The report was released last week.
“The United States provided more than $840 million (Shs2.9 trillion) in assistance to NGOs, local communities, government agencies, and other partners, making Uganda one of the largest recipients of US aid in sub-Saharan Africa and the world,” US Ambassador Deborah Malac says.
“The bulk of our assistance – nearly $500 million (Shs 1.7 trillion) last year – is dedicated to the health sector,” says Malac.
With a major focus on HIV/Aids, the US government believes there could be an HIV-free generation in the country by 2030.
Donna Kabatesi, the Associate CDC Programs Director, says based on the data in their possession, Uganda is moving in the right direction to achieving an HIV-free generation. She cites the reduction of HIV infection in newly born babies from 12 per cent in 2010 to only 3.9 last year.
The report notes that with an estimated 1.35 million Ugandans living with HIV/Aids, contracting the disease is no longer a death sentence, as Uganda has started taking control of the deadly disease, which has seen a reduction in infections.
Ambassador Malac, notes that 94 per cent of the people living with HIV in Uganda on the lifelong anti-retroviral therapy receive their medications through- President’s Emergency Plan for AIDS Relief-PEPFAR.
She also noted that more than 2.1 million Ugandans underwent Safe Male Circumcision, which can help reduce the spread and HIV infections.
Still on the prevention front, Mark Meassick, the USAID Mission Director in Uganda says they are empowering adolescent girls and young women in selected districts to curb the increasing HIV/Aids prevalence rates.
US health support also focuses on Tuberculosis treatment. “The country has one of the highest number of TB cases in the world. The disease is a leading cause of death among those living with HIV,” the report notes.
“Our assistance helped renovate 11 regional referral hospital TB wards, bringing them up to World Health Organization standards. Additionally, 113 sites received cutting-edge TB diagnostic machines to enable rapid and accurate testing of suspected patients.”
“Our assistance programmes are focused in the 54 districts with the country’s highest HIV prevalence rates, which account for 50 per cent of Uganda’s TB cases. This approach integrates treatment for both diseases and is ultimately saving lives through improved diagnosis and earlier identification of TB,” reads part of the report.

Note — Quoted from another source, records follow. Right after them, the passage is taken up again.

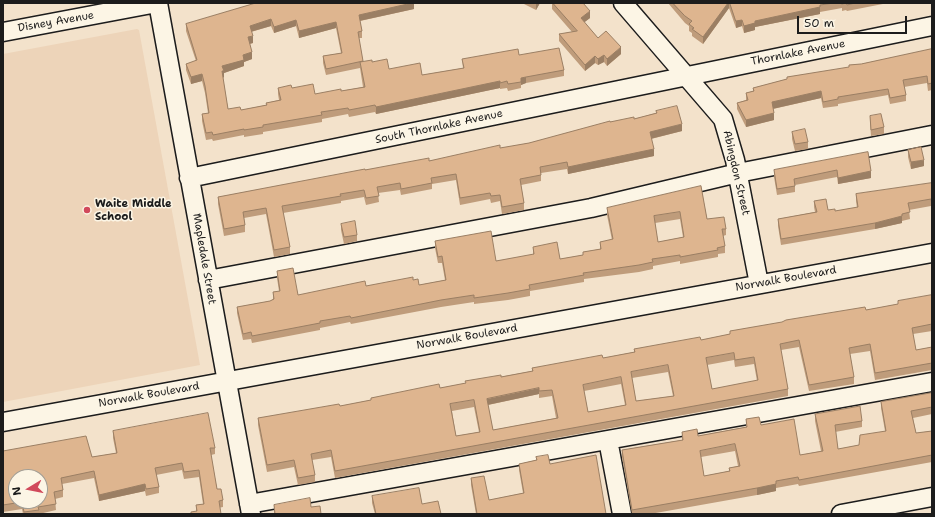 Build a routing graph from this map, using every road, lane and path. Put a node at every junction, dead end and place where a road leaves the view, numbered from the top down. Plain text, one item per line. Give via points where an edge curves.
1 (157, 3) edge
2 (623, 3) edge
3 (932, 26) edge
4 (3, 32) edge
5 (688, 76) junction
6 (932, 135) edge
7 (738, 172) junction
8 (190, 178) junction
9 (932, 253) edge
10 (208, 280) junction
11 (759, 284) junction
12 (227, 381) junction
13 (932, 382) edge
14 (3, 422) edge
15 (608, 440) junction
16 (932, 497) edge
17 (250, 509) edge
18 (622, 514) edge
19 (841, 514) edge

1 - 4 street, Disney Avenue
1 - 8 street, Mapledale Street
2 - 5 street, Abingdon Street
3 - 5 street, Thornlake Avenue
5 - 7 street, Abingdon Street via 723,119
5 - 8 street, South Thornlake Avenue
6 - 7 street
7 - 10 street via 591,208
7 - 11 street, Abingdon Street
8 - 10 street, Mapledale Street
9 - 11 street, Norwalk Boulevard
10 - 12 street, Mapledale Street
11 - 12 street, Norwalk Boulevard
12 - 14 street, Norwalk Boulevard
12 - 17 street, Mapledale Street
13 - 15 street
15 - 17 street
15 - 18 street
16 - 19 street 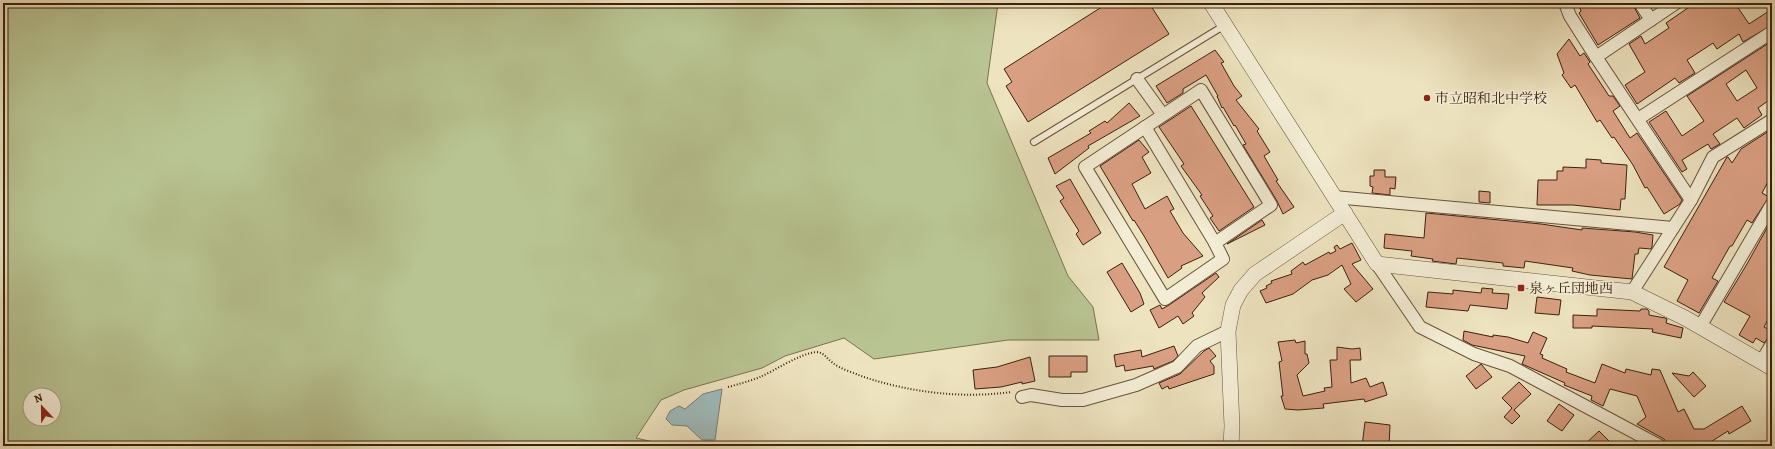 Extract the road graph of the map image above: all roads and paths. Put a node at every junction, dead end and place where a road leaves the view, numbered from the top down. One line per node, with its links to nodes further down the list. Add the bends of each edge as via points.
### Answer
1 (1211, 3): 6 (street)
2 (1565, 3): 8 (street, via 1570,16)
3 (1640, 3): 5 (street)
4 (1676, 3): 5 (street)
5 (1651, 20): 8 (street)
6 (1225, 26): 9 (lane); 15 (street)
7 (1772, 32): 11 (street)
8 (1596, 57): 11 (street)
9 (1137, 79): 10 (street); 14 (lane)
10 (1163, 115): 13 (street); 20 (street, via 1201,90 1271,205)
11 (1638, 119): 16 (street)
12 (1772, 120): 16 (street, via 1713,157)
13 (1145, 127): 20 (street); 20 (street, via 1085,167 1165,299 1223,259)
14 (1034, 142)
15 (1334, 197): 18 (street); 19 (street)
16 (1691, 200): 19 (street)
17 (1772, 204): 23 (street)
18 (1344, 213): 21 (street); 24 (street, via 1255,274 1236,300)
19 (1673, 228): 22 (street)
20 (1215, 243)
21 (1376, 264): 22 (street); 30 (street, via 1420,327 1474,354 1510,366)
22 (1632, 292): 23 (street)
23 (1700, 327): 26 (street)
24 (1228, 331): 28 (street, via 1197,346 1177,367 1136,385 1083,400); 29 (street)
25 (1772, 344): 26 (street)
26 (1767, 365)
27 (728, 387): 28 (path, via 759,378 807,354 818,352 825,355 833,364 890,385 930,392)
28 (1020, 394)
29 (1231, 446)
30 (1660, 446) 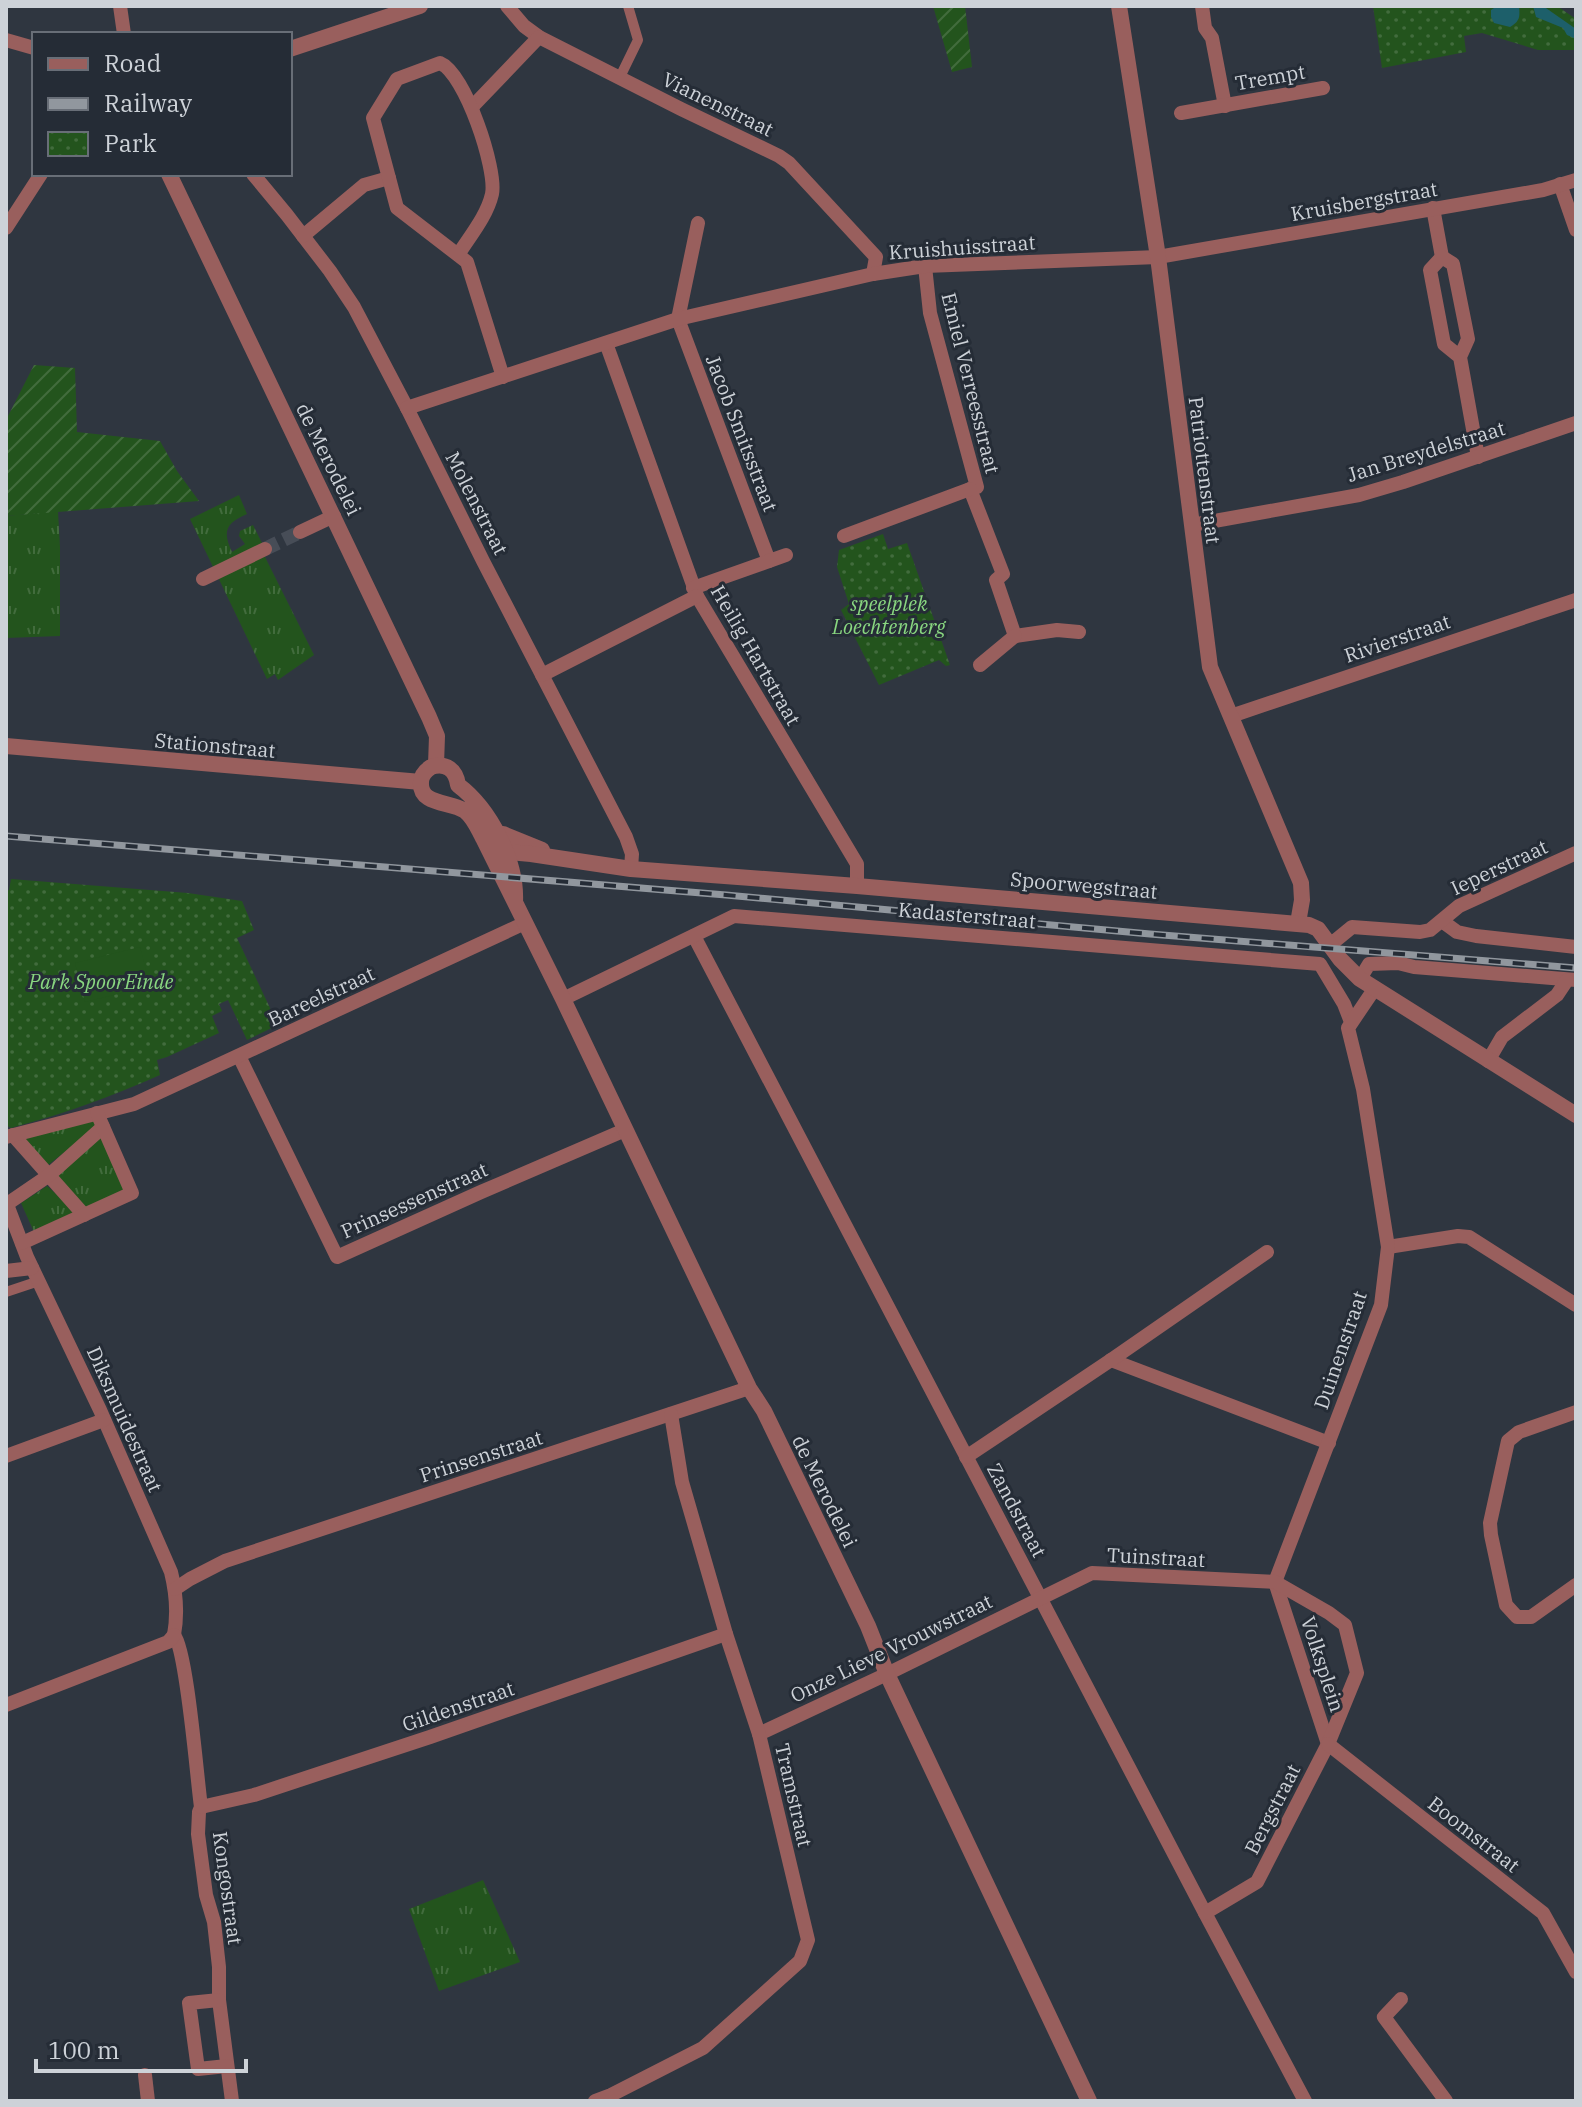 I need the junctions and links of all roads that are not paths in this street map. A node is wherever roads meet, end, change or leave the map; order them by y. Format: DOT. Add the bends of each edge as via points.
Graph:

Malaria, family planning and reproductive health, nutrition, communicable diseases and strengthening the health system are the other health issues tackled by the US government.
Other focus areas include prosperity, stability, justice and democracy, and education.
“The objective of our programmes is simple: we want to help Ugandans create a healthy, prosperous and stable country with just and democratic governance, which will in turn produce an inclusive, educated, and empowered population.”
“We believe this is the future that all Ugandans – regardless of age, gender, religion, ethnicity, sexual orientation, or political beliefs – deserve. That’s why the United States invests in Uganda: we want to see its people live up to their full potential,” Malac says.